• **ASSIGNED TASK**
Provide only the number of lines below in which the string "POLITIQUE" occurs.

(Stored data entries)

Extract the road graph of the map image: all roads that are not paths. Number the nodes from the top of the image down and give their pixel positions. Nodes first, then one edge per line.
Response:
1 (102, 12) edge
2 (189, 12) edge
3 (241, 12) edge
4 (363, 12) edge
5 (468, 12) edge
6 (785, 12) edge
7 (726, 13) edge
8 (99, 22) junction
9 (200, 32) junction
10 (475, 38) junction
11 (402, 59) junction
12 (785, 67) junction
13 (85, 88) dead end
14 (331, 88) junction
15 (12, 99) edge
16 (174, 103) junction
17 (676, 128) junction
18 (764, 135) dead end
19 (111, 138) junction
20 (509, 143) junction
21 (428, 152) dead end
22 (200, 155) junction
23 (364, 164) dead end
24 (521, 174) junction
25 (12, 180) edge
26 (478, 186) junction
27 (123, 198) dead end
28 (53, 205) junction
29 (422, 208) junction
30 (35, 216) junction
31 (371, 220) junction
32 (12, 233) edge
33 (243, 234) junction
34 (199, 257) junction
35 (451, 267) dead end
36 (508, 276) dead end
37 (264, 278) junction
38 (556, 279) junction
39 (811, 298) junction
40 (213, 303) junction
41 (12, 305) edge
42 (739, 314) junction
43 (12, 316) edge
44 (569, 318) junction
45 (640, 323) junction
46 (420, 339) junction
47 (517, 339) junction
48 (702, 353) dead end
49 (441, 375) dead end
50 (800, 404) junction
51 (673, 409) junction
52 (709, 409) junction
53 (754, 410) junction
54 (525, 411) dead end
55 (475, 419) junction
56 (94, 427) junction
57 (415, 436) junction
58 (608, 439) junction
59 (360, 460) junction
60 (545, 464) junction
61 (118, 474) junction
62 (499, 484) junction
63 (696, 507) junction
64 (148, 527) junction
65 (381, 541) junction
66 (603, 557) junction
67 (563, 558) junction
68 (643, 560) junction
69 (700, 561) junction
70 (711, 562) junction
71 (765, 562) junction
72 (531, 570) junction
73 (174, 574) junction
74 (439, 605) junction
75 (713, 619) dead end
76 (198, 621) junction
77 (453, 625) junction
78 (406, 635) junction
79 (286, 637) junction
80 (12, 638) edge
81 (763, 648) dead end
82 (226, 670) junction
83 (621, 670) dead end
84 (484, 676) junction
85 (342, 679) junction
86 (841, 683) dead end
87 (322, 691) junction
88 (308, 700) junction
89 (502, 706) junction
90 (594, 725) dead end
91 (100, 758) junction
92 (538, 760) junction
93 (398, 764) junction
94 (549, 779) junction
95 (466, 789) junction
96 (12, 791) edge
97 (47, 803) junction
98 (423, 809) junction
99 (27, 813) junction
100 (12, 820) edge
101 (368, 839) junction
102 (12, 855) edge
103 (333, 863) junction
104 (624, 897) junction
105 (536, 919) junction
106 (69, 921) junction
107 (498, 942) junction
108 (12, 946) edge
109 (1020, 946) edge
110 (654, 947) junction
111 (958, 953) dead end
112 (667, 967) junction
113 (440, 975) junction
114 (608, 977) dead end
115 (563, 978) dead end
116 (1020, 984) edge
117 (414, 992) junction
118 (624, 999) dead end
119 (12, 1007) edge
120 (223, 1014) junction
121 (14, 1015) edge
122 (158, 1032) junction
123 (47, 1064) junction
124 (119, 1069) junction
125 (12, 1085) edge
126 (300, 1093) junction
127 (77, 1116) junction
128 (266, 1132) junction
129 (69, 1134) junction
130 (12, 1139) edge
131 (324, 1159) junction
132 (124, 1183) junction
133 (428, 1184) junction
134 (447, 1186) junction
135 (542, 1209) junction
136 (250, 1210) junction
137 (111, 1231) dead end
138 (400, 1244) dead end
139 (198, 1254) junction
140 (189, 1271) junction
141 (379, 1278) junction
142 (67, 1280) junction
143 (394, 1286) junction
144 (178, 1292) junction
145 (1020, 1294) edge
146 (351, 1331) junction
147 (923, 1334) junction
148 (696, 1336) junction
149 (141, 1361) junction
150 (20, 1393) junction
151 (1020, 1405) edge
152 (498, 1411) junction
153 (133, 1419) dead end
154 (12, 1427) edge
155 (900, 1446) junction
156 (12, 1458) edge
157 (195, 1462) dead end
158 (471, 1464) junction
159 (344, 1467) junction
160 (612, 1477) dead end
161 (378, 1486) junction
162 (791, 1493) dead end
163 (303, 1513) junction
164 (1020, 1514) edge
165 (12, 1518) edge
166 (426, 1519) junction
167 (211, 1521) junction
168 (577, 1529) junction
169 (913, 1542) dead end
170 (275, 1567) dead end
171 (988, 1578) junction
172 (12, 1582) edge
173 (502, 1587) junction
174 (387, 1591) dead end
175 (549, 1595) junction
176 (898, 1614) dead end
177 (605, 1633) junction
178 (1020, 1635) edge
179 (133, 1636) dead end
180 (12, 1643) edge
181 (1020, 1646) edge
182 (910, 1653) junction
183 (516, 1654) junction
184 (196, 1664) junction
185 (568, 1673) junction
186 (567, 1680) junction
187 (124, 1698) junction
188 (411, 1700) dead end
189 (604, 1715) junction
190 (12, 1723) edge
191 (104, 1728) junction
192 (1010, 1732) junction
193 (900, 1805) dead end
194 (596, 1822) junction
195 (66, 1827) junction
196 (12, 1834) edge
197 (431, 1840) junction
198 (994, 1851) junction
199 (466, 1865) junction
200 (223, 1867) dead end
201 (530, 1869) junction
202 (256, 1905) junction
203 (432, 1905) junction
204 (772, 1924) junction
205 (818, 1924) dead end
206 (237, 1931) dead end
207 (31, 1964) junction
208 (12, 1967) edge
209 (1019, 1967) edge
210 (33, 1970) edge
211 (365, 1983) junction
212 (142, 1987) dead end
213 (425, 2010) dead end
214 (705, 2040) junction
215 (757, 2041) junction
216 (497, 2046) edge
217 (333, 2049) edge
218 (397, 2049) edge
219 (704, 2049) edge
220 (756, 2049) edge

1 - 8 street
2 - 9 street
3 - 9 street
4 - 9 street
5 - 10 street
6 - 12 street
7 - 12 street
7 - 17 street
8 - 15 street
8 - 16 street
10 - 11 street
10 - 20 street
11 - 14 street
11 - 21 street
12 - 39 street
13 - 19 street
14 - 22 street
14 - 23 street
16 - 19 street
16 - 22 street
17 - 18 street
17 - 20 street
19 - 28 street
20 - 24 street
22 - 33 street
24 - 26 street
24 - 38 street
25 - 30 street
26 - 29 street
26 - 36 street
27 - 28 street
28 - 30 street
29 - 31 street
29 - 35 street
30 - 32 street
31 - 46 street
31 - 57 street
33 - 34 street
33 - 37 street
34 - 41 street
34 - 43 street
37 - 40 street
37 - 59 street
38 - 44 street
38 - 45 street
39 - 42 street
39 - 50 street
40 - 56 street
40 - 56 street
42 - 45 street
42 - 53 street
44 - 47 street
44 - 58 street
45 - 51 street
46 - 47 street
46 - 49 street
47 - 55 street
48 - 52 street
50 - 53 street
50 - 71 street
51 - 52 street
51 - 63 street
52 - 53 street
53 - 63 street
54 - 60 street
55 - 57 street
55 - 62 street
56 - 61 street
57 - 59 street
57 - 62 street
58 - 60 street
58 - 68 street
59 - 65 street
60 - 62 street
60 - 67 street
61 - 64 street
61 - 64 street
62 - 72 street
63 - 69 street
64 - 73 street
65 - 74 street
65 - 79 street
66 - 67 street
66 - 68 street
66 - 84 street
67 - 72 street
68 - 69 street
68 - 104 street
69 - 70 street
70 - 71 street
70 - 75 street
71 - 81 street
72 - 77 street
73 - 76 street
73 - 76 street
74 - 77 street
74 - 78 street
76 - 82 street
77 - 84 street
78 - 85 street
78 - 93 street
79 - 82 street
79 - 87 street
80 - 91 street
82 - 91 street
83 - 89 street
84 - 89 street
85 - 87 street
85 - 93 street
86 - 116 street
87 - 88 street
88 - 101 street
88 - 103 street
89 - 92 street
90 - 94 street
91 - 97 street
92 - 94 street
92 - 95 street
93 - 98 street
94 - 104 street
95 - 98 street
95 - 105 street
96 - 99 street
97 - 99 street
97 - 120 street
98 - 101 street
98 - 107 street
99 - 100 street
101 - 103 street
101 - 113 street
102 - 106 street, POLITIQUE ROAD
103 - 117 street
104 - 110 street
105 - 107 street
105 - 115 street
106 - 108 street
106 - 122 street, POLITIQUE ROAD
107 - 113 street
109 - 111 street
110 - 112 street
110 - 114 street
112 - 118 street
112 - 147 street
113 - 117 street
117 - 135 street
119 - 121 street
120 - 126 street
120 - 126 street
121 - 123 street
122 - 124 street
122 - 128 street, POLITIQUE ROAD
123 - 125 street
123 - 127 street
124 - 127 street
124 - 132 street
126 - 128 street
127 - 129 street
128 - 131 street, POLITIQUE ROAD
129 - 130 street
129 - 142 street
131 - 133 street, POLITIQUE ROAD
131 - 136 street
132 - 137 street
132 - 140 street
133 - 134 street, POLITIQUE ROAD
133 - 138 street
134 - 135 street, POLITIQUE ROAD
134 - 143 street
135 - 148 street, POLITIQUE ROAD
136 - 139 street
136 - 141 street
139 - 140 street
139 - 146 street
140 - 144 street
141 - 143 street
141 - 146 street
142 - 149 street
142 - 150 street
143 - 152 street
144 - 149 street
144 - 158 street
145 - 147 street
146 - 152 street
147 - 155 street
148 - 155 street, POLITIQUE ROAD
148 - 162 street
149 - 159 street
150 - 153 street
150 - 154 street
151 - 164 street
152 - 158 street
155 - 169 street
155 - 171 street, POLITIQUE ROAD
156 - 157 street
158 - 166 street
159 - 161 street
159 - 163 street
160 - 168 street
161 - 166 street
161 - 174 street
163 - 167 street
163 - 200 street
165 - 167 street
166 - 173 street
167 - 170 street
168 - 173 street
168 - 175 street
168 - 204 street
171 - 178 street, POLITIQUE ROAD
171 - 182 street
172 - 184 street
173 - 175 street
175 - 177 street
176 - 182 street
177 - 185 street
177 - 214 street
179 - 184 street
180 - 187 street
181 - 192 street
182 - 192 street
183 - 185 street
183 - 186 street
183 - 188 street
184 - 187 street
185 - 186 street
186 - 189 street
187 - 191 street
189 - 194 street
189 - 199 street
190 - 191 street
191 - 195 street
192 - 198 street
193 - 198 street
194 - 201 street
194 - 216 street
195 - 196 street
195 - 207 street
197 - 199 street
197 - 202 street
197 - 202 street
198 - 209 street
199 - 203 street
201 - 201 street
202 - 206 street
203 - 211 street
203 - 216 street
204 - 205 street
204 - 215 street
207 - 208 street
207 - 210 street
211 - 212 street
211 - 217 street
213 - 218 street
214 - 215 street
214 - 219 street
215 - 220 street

• **THE ANSWER**
11